Treball Bioinformatica UPF. Simple Implementation of the BLAST algorithmt

Simple Implementation of the BLAST algorithm

The objective of this project is to develop a simple PERL implementation of the ungapped BLAST algorithm for the comparison of two protein (or DNA) sequences according to a specified scoring matrix.

INTRODUCTION

A protein has one or more active sites that characterize its biochemical function. Acceptance of mutations in the middle of an active site is uncommon as they can disrupt the protein function. On the other hand, the segments between the active sites usually allow for more mutations, as they play a role in giving the protein its shape but not in its function.

Accordingly, when comparing two proteins to infer a potential functional homology, we must take into account this variability. It is for this reason that the standard way of performing these searches is with local alignment algorithms. A local alignment of two sequences is an alignment of any substring of one sequence with any substring of the other sequence.

The local similarity of two sequences is defined as the highest score obtained by any local alignment between the two sequences. The Needleman-Wunsch dynamic programming algorithm for the global alignment of two sequences can be modified to produce a local alignment. This new algorithm is known as the Smith-Waterman algorithm (SW). The SW algorithm is, however, very slow when searching a large amount of sequences.
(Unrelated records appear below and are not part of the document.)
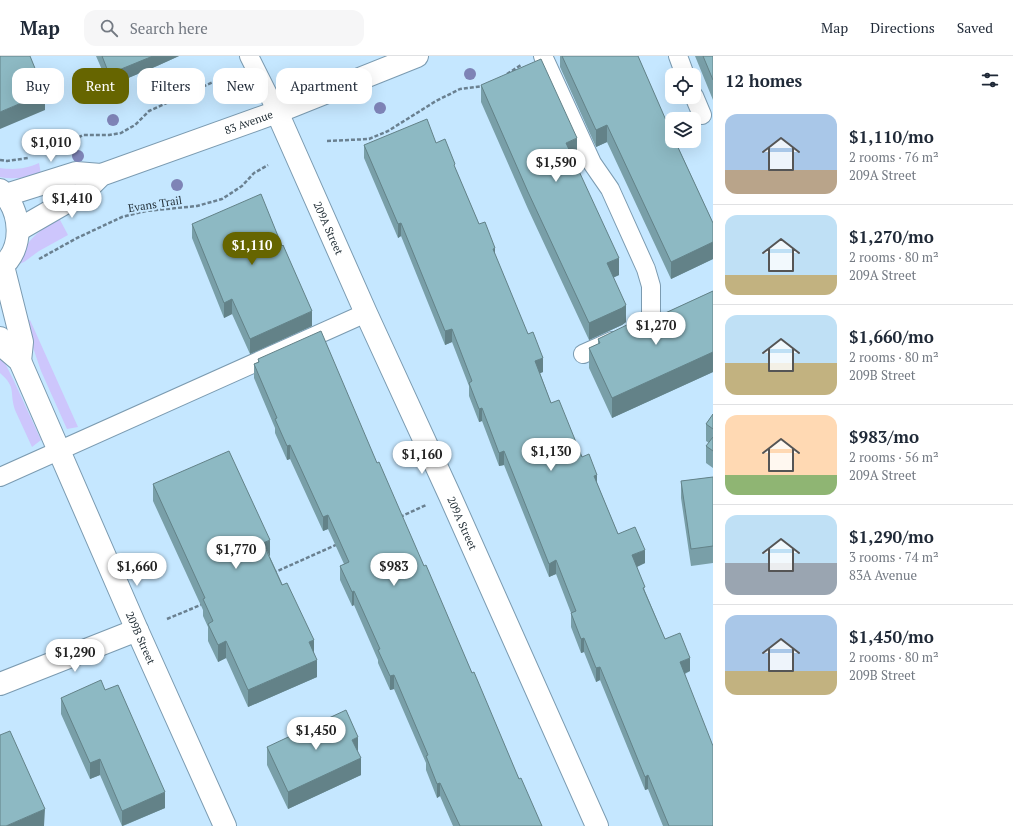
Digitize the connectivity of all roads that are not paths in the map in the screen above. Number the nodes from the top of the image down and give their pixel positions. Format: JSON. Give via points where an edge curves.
{"nodes":[{"id":1,"x":417,"y":56,"type":"edge"},
{"id":2,"x":543,"y":56,"type":"edge"},
{"id":3,"x":678,"y":56,"type":"edge"},
{"id":4,"x":251,"y":61,"type":"edge"},
{"id":5,"x":682,"y":68,"type":"edge"},
{"id":6,"x":697,"y":104,"type":"edge"},
{"id":7,"x":277,"y":112,"type":"junction"},
{"id":8,"x":702,"y":115,"type":"dead end"},
{"id":9,"x":101,"y":176,"type":"junction"},
{"id":10,"x":3,"y":193,"type":"edge"},
{"id":11,"x":18,"y":230,"type":"junction"},
{"id":12,"x":1,"y":267,"type":"edge"},
{"id":13,"x":366,"y":313,"type":"junction"},
{"id":14,"x":0,"y":338,"type":"edge"},
{"id":15,"x":582,"y":354,"type":"dead end"},
{"id":16,"x":20,"y":361,"type":"junction"},
{"id":17,"x":60,"y":450,"type":"junction"},
{"id":18,"x":0,"y":477,"type":"edge"},
{"id":19,"x":138,"y":630,"type":"junction"},
{"id":20,"x":0,"y":684,"type":"edge"},
{"id":21,"x":225,"y":826,"type":"edge"},
{"id":22,"x":596,"y":826,"type":"edge"}],
"edges":[{"from":1,"to":7,"type":"street","name":"83 Avenue"},
{"from":2,"to":15,"type":"lane","via":[[592,163],[610,189],[646,269],[659,314],[633,330]]},
{"from":3,"to":5,"type":"lane"},
{"from":4,"to":7,"type":"lane"},
{"from":6,"to":8,"type":"lane"},
{"from":7,"to":9,"type":"street","name":"83 Avenue"},
{"from":7,"to":13,"type":"street","name":"209A Street"},
{"from":9,"to":10,"type":"street","name":"83 Avenue","via":[[76,173]]},
{"from":9,"to":11,"type":"street","name":"83 Avenue","via":[[84,192]]},
{"from":10,"to":11,"type":"street","via":[[15,211]]},
{"from":11,"to":12,"type":"street","via":[[11,256]]},
{"from":12,"to":16,"type":"street","name":"209B Street","via":[[22,342]]},
{"from":13,"to":17,"type":"lane"},
{"from":13,"to":22,"type":"street","name":"209A Street"},
{"from":14,"to":16,"type":"street","name":"209B Street","via":[[6,349]]},
{"from":16,"to":17,"type":"street","name":"209B Street"},
{"from":17,"to":18,"type":"lane"},
{"from":17,"to":19,"type":"street","name":"209B Street"},
{"from":19,"to":20,"type":"street"},
{"from":19,"to":21,"type":"street","name":"209B Street"}]}
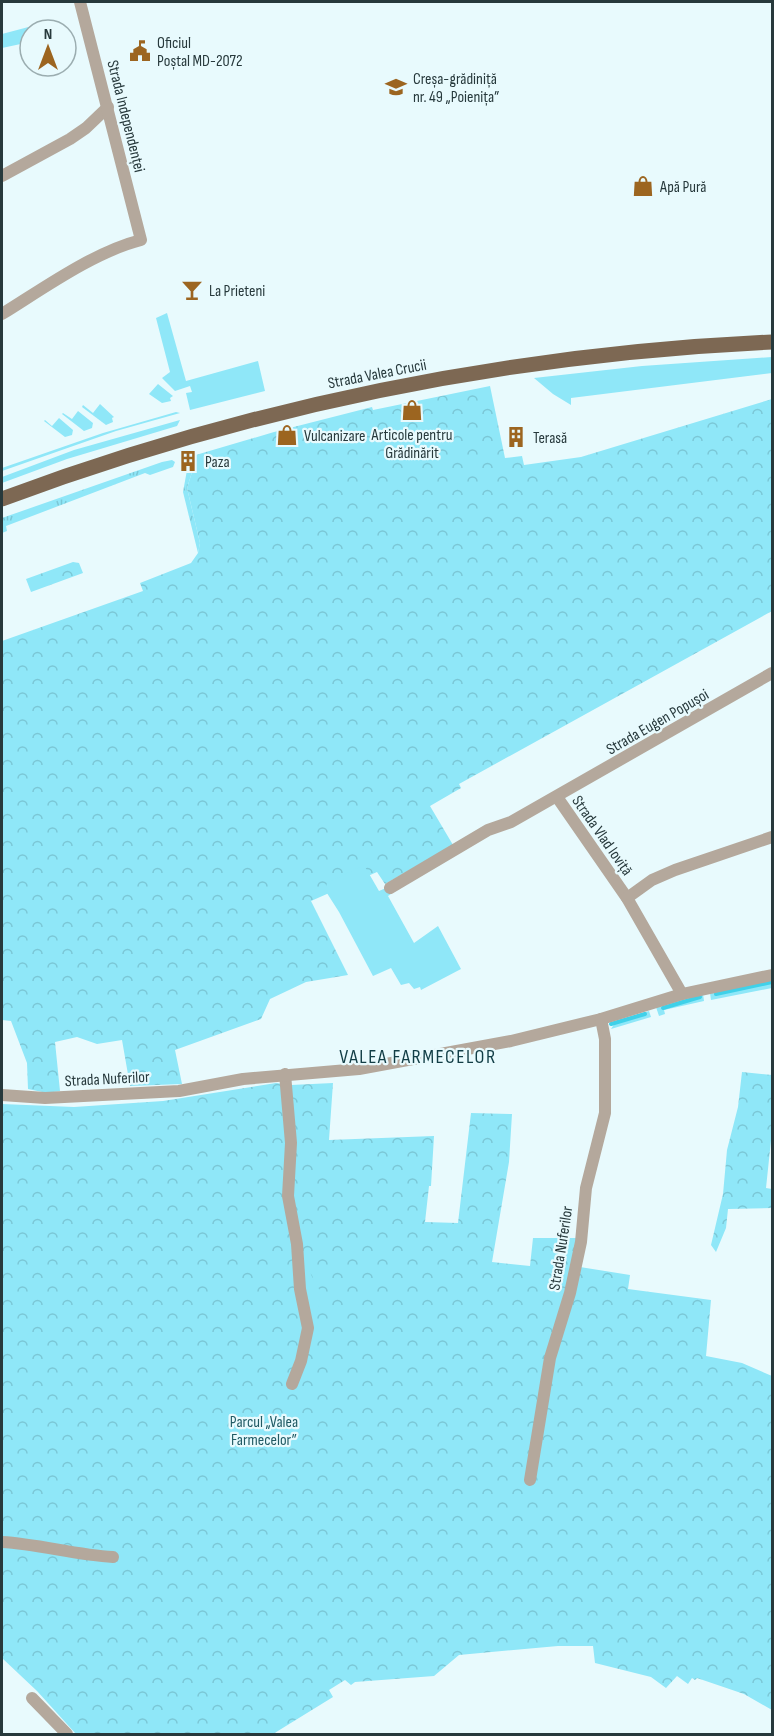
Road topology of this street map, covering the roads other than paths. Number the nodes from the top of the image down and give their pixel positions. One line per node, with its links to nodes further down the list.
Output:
1 (80, 2): 2 (street, Strada Independenței)
2 (108, 107): 3 (street); 4 (street, Strada Independenței)
3 (2, 176)
4 (2, 314)
5 (772, 342): 6 (main road, Strada Valea Crucii)
6 (2, 499)
7 (772, 673): 8 (street, Strada Eugen Popușoi)
8 (557, 797): 10 (street, Strada Vlad Ioviță); 11 (street, Strada Vlad Ioviță)
9 (772, 837): 11 (street)
10 (390, 888)
11 (627, 898): 13 (street, Strada Vlad Ioviță)
12 (772, 975): 13 (street, Strada Nuferilor)
13 (682, 994): 14 (street, Strada Nuferilor)
14 (601, 1019): 15 (street, Strada Nuferilor); 18 (street, Strada Nuferilor)
15 (285, 1074): 16 (street, Strada Nuferilor); 17 (street)
16 (2, 1095)
17 (292, 1384)
18 (530, 1480)
19 (2, 1542): 20 (street)
20 (113, 1557)
21 (32, 1698): 22 (street)
22 (67, 1734)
A way of improving the running time of the comparison algorithm is using 'heuristics'. This means that, although they can find the best scoring alignment, there is no guarantee of doing so. BLAST is one of those heuristics methods.

BLAST heuristic relies on the following two assumptions:

The first is that most high-scoring alignments contain one or more high-scoring pairs of W-letter substrings called words. The value used for W is typically 3 for aminoacids (10 for nucleotides), but it can vary. BLAST collects seed-alignments by identifying places in both sequences where high-scoring word pairs occur.
The second is that homologous sequences usually contain gap-free alignments of considerable length. Accordingly, the seed-alignments can be subsequently extended to form gap-free alignment blocks.

The BLAST algorithm can then be divided into the following steps:

In the first step the query sequence is processed. We consider a table of all the possible words (for 3-letter words: 20*20*20=8000). To each word we associate the list of positions in the query sequence of all the words than give a high score when aligned with the key word. This is called the query index. The score is calculate according to the scoring matrix. The exact 3-letter match is always high scoring, but note that other matches are also possibly high.
In the second step, we scan the target sequence. We consider all the 3-letter words in the target sequence, and look them up in the query index, to obtain the match position and score to the query. Initially one can consider exact matches. In order to increase sensitivity, we can use a parameter T, and use all the words in the target that score T or greater according to an specified substitution matrix.
Each word hit is subsequently extended to the right and to the left to increase the alignment's score, up to whatever position maximizes the overall alignment score. Note that extensions beyond the first negative score are pointless. Each alignment built in this way is an high-scoring pair or HSP.
The minimum score (S) for the reported HSPs ( and the maximum allowed expected value (E) of the HSPs, but we will not work with E values in this case ) can be specified by the user. HSPs that meet these criteria will be reported by BLAST. Additionally, the user can also specify the maximum number of reported 'found targets' (B) and HSPs (alignments) (V). Note that there can be more than one alignment per target.

SUGGESTED WORK PLANNING

Write a perl program that reads two protein sequences in fasta format and a scoring matrix, e.g.:
```
	./simple_blast.pl  seq1.fa  seq2.fa  blosum62
```
The program should hold in memory the sequences and the scoring matrix for later manipulation.
Consider the first file to correspond to the query. Modify the program above to add the processing of the query sequence, i.e. build a query index for the query sequence: For each 3-letter word in the query sequence, find all the neighbouring words ( the word neighbourhood), that is, all the 3-letter words that only differ from the query word in one letter and have a high score when compared to it. A score is usually high when it is >= 11.
Modify the script to allow to introduce the length of the word and the minimum score for the word nieghbourhood as parameters, W and T, respectively, e.g.
```
	./simple_blast.pl  seq1.fa  seq2.fa  blosum62 W=4 T=10
```
Extend the program to add a function to scan the target sequence. This function should search the target sequence word by word (note the word length used = W) and use the table built from the query sequence to detect hits. Store the found hits.
Extend the program to add a function that extend each one of the hits found in the target sequence. The extension should stop before we add an alignment that makes the score negative. Store all the alignments.
Extend the program to print the alignments sorted by score and beyond a certain length that we can pass as a paramter, e.g.:
```
 
	./simple_blast.pl  seq1.fa  seq2.fa  blosum62 W=4 T=10 L=20
```
It is very important that the program is well documented and for each function there is a clear description of what it does. This documentation must be insde the program and can be in the format of Perl comment using the symbol #.

The description of the project and the results obtained should be clearly explained in a simple web site or in article format. It is important that the work is presented in a way that is reproducible by others. The construction of a web-server will be positively evaluated.